Magilo apretó los dientes y la joven se sintió como un niño pillado en falta. Por supuesto, eso resultaba ridículo: ella era una líder importante, una mujer fuerte. No debía ponerse nerviosa. Aun así, respiró aliviada cuando pudo contarle algo bueno.

—¡Oh, claro! Te refieres a nuestra escaramuza. Ha sido un éxito rotundo. Ya sabes que Abieno es un gran ojeador, los romanos no se lo esperaban. Han caído la mayoría, y hemos destrozado sus suministros. Cuando descubran que hemos atacado el campamento en su ausencia, tendrán aún más problemas. Apenas les quedan recursos —concluyó, segura de sí misma.

Magilo hizo una mueca, como si espantase a una molesta mosca:

—¿Y su centurión? ¿Ha caído también? —preguntó.

—Sí —afirmó Aldana, segura de sí misma—. El propio Albenes me dijo que había conseguido alcanzarle con una lanza. No volverá a molestarnos, y eso nos beneficia.

Algunos de los suboficiales habían sobrevivido, pero no era importante. Sobre todo, porque si se lo decía, tendría que contarle también su patética actuación frente a aquel romano, y no estaba segura de poder mantener la entereza frente a su mirada, llena de reproches. Había sido un día largo y la joven necesitaba algo de paz.

—Magilo —explicó—, sé que en algunas cosas no estamos de acuerdo, pero no quiero que pienses que cuando no sigo tus sugerencias, lo hago porque no las estimo o porque no te muestro confianza. Comprendo que son valiosas, pero a veces es necesario optar. Y el centurión era un rival notable: recuerda lo que nos contaron las tribus del sur.

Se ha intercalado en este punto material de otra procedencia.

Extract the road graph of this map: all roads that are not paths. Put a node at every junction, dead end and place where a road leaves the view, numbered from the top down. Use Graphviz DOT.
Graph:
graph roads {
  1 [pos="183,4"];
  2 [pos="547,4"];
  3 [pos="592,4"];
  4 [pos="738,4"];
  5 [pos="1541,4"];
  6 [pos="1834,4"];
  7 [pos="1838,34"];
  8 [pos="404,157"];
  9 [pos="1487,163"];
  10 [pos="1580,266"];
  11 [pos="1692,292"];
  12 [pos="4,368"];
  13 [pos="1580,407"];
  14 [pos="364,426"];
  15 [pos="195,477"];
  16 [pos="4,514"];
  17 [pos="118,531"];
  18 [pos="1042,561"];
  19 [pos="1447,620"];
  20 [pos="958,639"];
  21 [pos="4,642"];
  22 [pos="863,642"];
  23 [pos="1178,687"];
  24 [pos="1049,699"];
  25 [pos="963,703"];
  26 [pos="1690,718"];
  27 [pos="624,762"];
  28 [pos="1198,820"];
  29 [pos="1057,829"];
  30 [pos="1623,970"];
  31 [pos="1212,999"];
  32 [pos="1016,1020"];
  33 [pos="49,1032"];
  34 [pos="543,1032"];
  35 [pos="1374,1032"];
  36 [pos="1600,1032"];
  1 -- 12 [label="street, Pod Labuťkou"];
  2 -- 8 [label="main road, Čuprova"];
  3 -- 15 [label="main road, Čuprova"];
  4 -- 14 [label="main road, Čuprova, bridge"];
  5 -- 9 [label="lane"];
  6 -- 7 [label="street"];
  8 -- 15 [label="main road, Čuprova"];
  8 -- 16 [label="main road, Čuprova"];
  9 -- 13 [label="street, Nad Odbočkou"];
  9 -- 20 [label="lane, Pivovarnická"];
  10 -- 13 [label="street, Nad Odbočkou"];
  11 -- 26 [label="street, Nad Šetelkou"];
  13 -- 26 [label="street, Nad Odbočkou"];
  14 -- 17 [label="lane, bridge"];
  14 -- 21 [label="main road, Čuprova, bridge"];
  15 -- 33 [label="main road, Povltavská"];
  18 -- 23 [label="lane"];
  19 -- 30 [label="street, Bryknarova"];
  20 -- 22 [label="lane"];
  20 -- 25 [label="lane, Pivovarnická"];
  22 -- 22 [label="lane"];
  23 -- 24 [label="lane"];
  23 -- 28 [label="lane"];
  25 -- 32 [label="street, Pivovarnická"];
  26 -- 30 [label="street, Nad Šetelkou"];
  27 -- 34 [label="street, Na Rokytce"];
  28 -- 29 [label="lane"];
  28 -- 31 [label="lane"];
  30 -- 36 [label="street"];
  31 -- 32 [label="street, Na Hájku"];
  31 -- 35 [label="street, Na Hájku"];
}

Magilo no dijo nada, pero asintió con actitud hosca, aceptando el beso de Aldana. La joven le dirigió un gesto compasivo antes de desaparecer.

—Te quiero —dijo—, y comprendo tu dolor. Pero yo soy la líder ahora. Debo decidir lo que creo mejor para el pueblo, aunque me pese. Y resistiremos, ya lo verás.

Aldana le dio un último beso y después se alejó. Todo, desde las insignias hasta su espada, había pertenecido en realidad a su padre. También el hecho de estar al mando. Suspiró. Sí, ella era la líder ahora. Y por los dioses que haría honor a su nombre, aunque tuviese que perecer en el intento.